Task description: Copy out all lines of the records in which the word "Lidador" appears.

Stored items:
▶

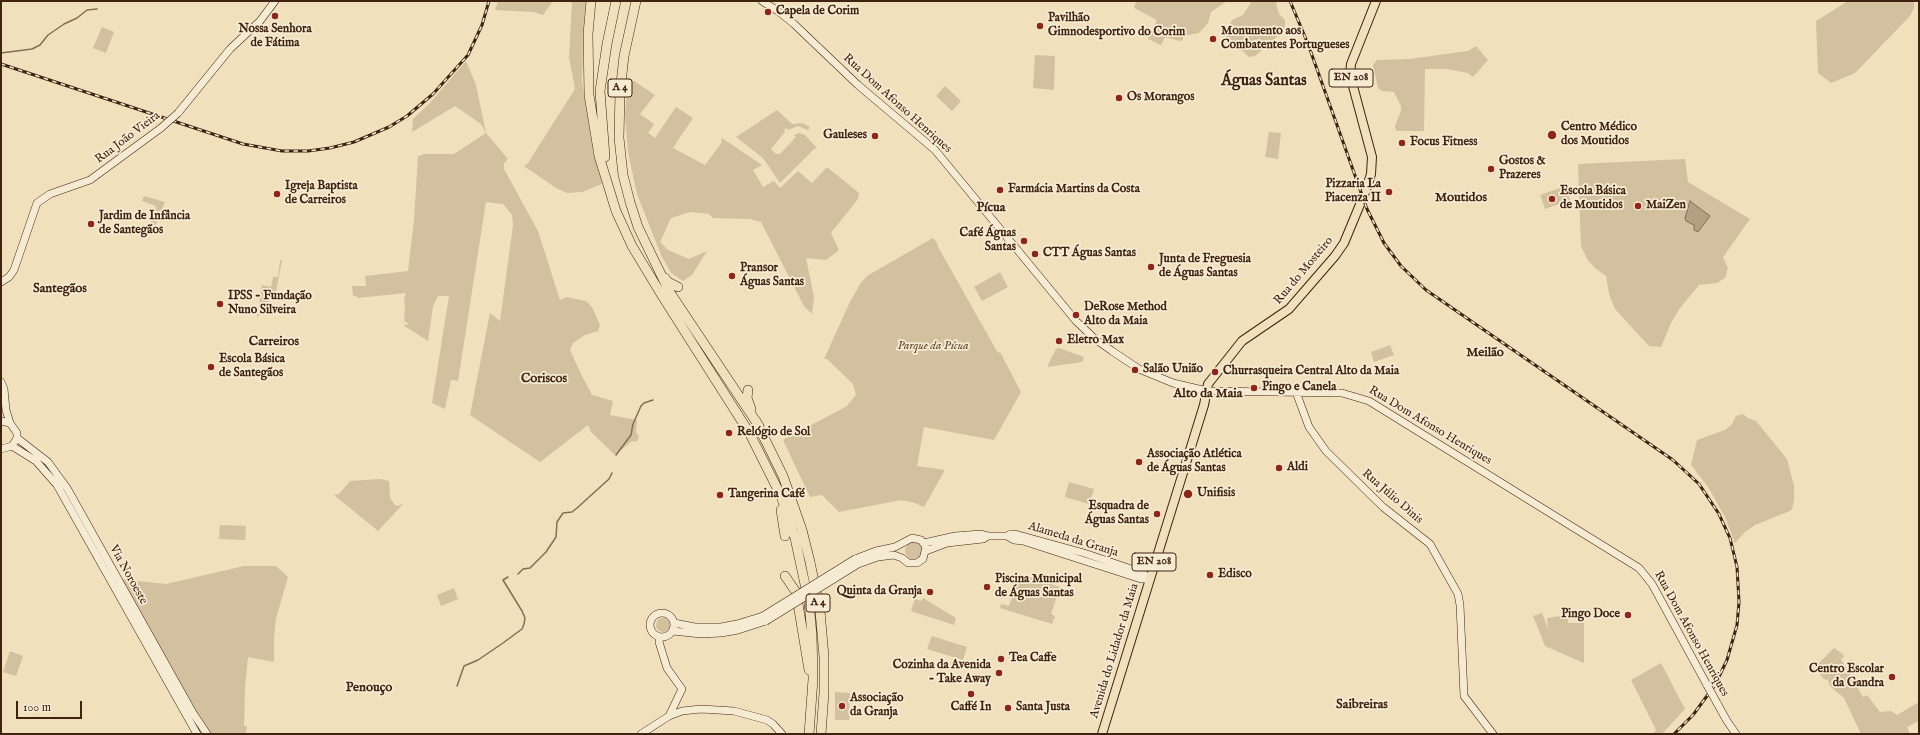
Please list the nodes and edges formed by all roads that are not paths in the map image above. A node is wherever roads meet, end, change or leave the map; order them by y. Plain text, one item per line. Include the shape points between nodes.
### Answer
1 (275, 1) edge
2 (592, 1) edge
3 (616, 1) edge
4 (636, 1) edge
5 (762, 1) edge
6 (1376, 1) edge
7 (608, 186) junction
8 (652, 259) junction
9 (1, 282) edge
10 (678, 287) dead end
11 (1, 382) edge
12 (748, 390) dead end
13 (1207, 390) junction
14 (1296, 392) junction
15 (6, 410) junction
16 (1, 421) edge
17 (10, 423) junction
18 (759, 426) junction
19 (17, 438) junction
20 (12, 446) junction
21 (2, 450) edge
22 (769, 472) junction
23 (785, 536) dead end
24 (988, 536) junction
25 (924, 543) junction
26 (901, 545) junction
27 (926, 551) junction
28 (902, 558) junction
29 (856, 561) junction
30 (786, 576) dead end
31 (1149, 579) junction
32 (764, 618) junction
33 (674, 623) junction
34 (673, 630) junction
35 (660, 637) junction
36 (813, 679) junction
37 (675, 711) junction
38 (197, 734) edge
39 (207, 734) edge
40 (641, 734) edge
41 (782, 734) edge
42 (809, 734) edge
43 (821, 734) edge
44 (1102, 734) edge
45 (1493, 734) edge
46 (1736, 734) edge

1 - 9 main road, Rua João Vieira, bridge via 260,20 230,49 178,113 161,128 90,180 50,194 37,203 14,270
2 - 7 highway, A 4 via 588,34 589,95 599,156
3 - 7 highway, A 4 via 600,91
4 - 8 highway, A 4 via 624,56 619,138 623,175 638,227
5 - 13 main road, Rua Dom Afonso Henriques via 794,24 858,85 935,150 1076,320 1096,339 1140,369 1173,383
6 - 13 main road, Rua do Mosteiro / EN 208 via 1351,64 1350,75 1372,157 1371,170 1366,190 1344,243 1289,310 1241,343 1208,384
7 - 22 highway, A 4 via 632,246 730,400
8 - 10 highway via 668,282
8 - 18 highway, A 4 via 669,291
11 - 15 main road
12 - 18 highway via 749,404
13 - 14 main road, Rua Dom Afonso Henriques
13 - 31 main road, Avenida do Lidador da Maia / EN 208
14 - 45 main road, Rua Júlio Dinis via 1309,427 1326,451 1383,507 1430,544 1458,594 1464,696
14 - 46 main road, Rua Dom Afonso Henriques, bridge via 1342,393 1370,401 1627,560 1645,574 1652,584
15 - 16 main road
15 - 17 main road
16 - 17 main road
17 - 19 main road via 16,429
18 - 43 highway, A 4 via 785,483 802,530 820,611 824,657
19 - 20 main road
19 - 39 main road, Via Noroeste via 48,462 66,488 190,709
20 - 21 main road
20 - 38 main road, Via Noroeste via 36,461 57,485
22 - 23 highway via 782,515
22 - 36 highway, A 4 via 785,507 801,566 811,624
24 - 25 main road, Alameda da Granja via 955,536
24 - 27 main road, Alameda da Granja via 983,539 947,543
24 - 31 main road, Alameda da Granja via 1008,536 1141,579
25 - 26 main road, Alameda da Granja via 912,538
25 - 27 main road
26 - 28 main road
26 - 29 main road, Alameda da Granja via 867,553
27 - 28 main road, Alameda da Granja via 923,559 916,563 908,563
28 - 29 main road, Alameda da Granja via 886,555
29 - 32 main road, Alameda da Granja, bridge
30 - 36 highway via 796,592 807,665
31 - 44 main road, Avenida do Lidador da Maia / EN 208
32 - 33 main road, Alameda da Granja via 721,627 695,627
32 - 34 main road, Alameda da Granja via 738,630 721,633 701,634
33 - 34 main road
33 - 35 main road, Alameda da Granja via 667,614 656,615 651,621 651,629
34 - 35 main road via 668,636
35 - 37 main road via 665,661 682,689
36 - 42 highway, A 4
37 - 40 main road
37 - 41 main road via 734,711 770,722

◀

Answer box:
13 - 31 main road, Avenida do Lidador da Maia / EN 208
31 - 44 main road, Avenida do Lidador da Maia / EN 208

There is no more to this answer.